Images are to be excluded from the copy, and the records below reproduced word for word.
━━━ Material supplied
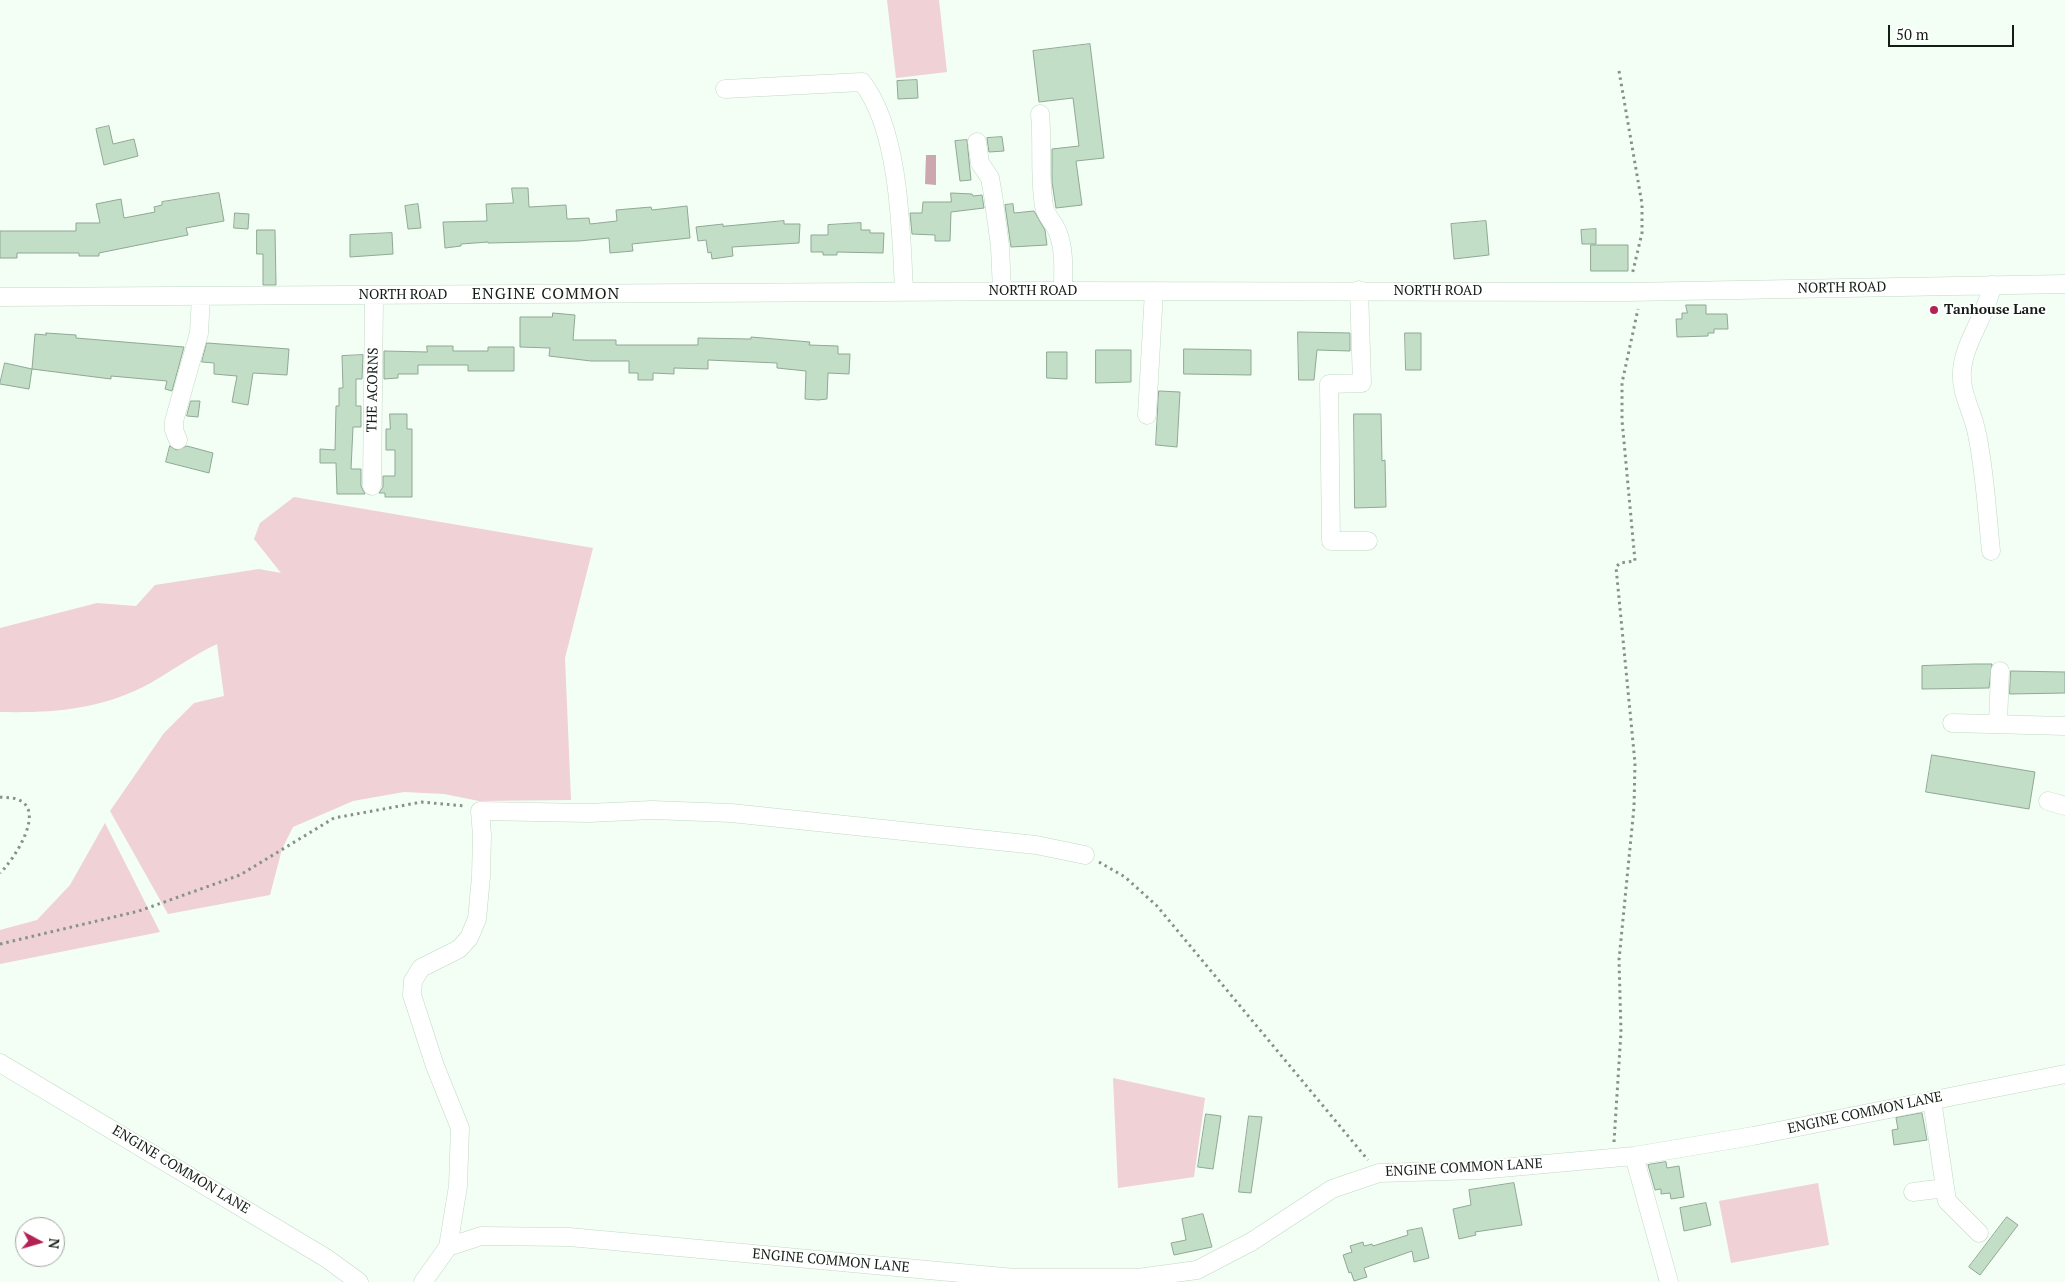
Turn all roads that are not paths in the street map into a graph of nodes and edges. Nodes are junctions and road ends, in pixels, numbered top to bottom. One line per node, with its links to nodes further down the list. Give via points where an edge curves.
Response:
1 (725, 89): 8 (street, via 862,82 873,96 887,135 898,203)
2 (1040, 114): 6 (street, via 1043,138 1041,186 1045,210 1059,235)
3 (977, 142): 9 (street, via 980,163 990,178 994,195)
4 (2065, 284): 5 (street, NORTH ROAD)
5 (1992, 285): 7 (street, NORTH ROAD, via 1628,292); 18 (street, via 1989,302 1966,354 1962,377 1965,399 1978,436)
6 (1063, 290): 9 (street, NORTH ROAD); 10 (street, NORTH ROAD)
7 (1359, 290): 10 (street, NORTH ROAD); 17 (street, via 1362,383 1329,384 1331,541)
8 (904, 291): 9 (street, NORTH ROAD); 11 (street, NORTH ROAD)
9 (1002, 291)
10 (1154, 291): 14 (street)
11 (374, 295): 12 (street, NORTH ROAD); 16 (street, THE ACORNS)
12 (201, 296): 13 (street, NORTH ROAD); 15 (street, via 199,333 174,421)
13 (0, 297)
14 (1147, 415)
15 (178, 440)
16 (372, 486)
17 (1368, 541)
18 (1991, 551)
19 (2000, 671): 20 (street)
20 (1998, 722): 21 (street); 22 (street)
21 (1952, 723)
22 (2065, 726)
23 (2048, 801): 24 (street)
24 (2065, 806)
25 (1086, 855): 33 (street, via 1036,845 731,813 480,810 481,877 477,919 469,938 459,949 421,968 413,981 412,995 460,1128 458,1186)
26 (0, 1063): 34 (street, ENGINE COMMON LANE, via 318,1252)
27 (2065, 1074): 28 (street, ENGINE COMMON LANE)
28 (1932, 1100): 29 (street, ENGINE COMMON LANE); 30 (street)
29 (1634, 1156): 33 (street, ENGINE COMMON LANE, via 1479,1170 1379,1173 1332,1189 1251,1242 1197,1270 1138,1278 1015,1278 569,1237 481,1236); 36 (street)
30 (1945, 1188): 31 (street); 32 (street, via 1947,1201)
31 (1913, 1192)
32 (1979, 1233)
33 (448, 1247): 35 (street)
34 (359, 1282)
35 (423, 1282)
36 (1669, 1282)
━━━━━━
> Exercise output
Turn all roads that are not paths in the street map into a graph of nodes and edges. Nodes are junctions and road ends, in pixels, numbered top to bottom. One line per node, with its links to nodes further down the list. Give via points where an edge curves.
Response:
1 (725, 89): 8 (street, via 862,82 873,96 887,135 898,203)
2 (1040, 114): 6 (street, via 1043,138 1041,186 1045,210 1059,235)
3 (977, 142): 9 (street, via 980,163 990,178 994,195)
4 (2065, 284): 5 (street, NORTH ROAD)
5 (1992, 285): 7 (street, NORTH ROAD, via 1628,292); 18 (street, via 1989,302 1966,354 1962,377 1965,399 1978,436)
6 (1063, 290): 9 (street, NORTH ROAD); 10 (street, NORTH ROAD)
7 (1359, 290): 10 (street, NORTH ROAD); 17 (street, via 1362,383 1329,384 1331,541)
8 (904, 291): 9 (street, NORTH ROAD); 11 (street, NORTH ROAD)
9 (1002, 291)
10 (1154, 291): 14 (street)
11 (374, 295): 12 (street, NORTH ROAD); 16 (street, THE ACORNS)
12 (201, 296): 13 (street, NORTH ROAD); 15 (street, via 199,333 174,421)
13 (0, 297)
14 (1147, 415)
15 (178, 440)
16 (372, 486)
17 (1368, 541)
18 (1991, 551)
19 (2000, 671): 20 (street)
20 (1998, 722): 21 (street); 22 (street)
21 (1952, 723)
22 (2065, 726)
23 (2048, 801): 24 (street)
24 (2065, 806)
25 (1086, 855): 33 (street, via 1036,845 731,813 480,810 481,877 477,919 469,938 459,949 421,968 413,981 412,995 460,1128 458,1186)
26 (0, 1063): 34 (street, ENGINE COMMON LANE, via 318,1252)
27 (2065, 1074): 28 (street, ENGINE COMMON LANE)
28 (1932, 1100): 29 (street, ENGINE COMMON LANE); 30 (street)
29 (1634, 1156): 33 (street, ENGINE COMMON LANE, via 1479,1170 1379,1173 1332,1189 1251,1242 1197,1270 1138,1278 1015,1278 569,1237 481,1236); 36 (street)
30 (1945, 1188): 31 (street); 32 (street, via 1947,1201)
31 (1913, 1192)
32 (1979, 1233)
33 (448, 1247): 35 (street)
34 (359, 1282)
35 (423, 1282)
36 (1669, 1282)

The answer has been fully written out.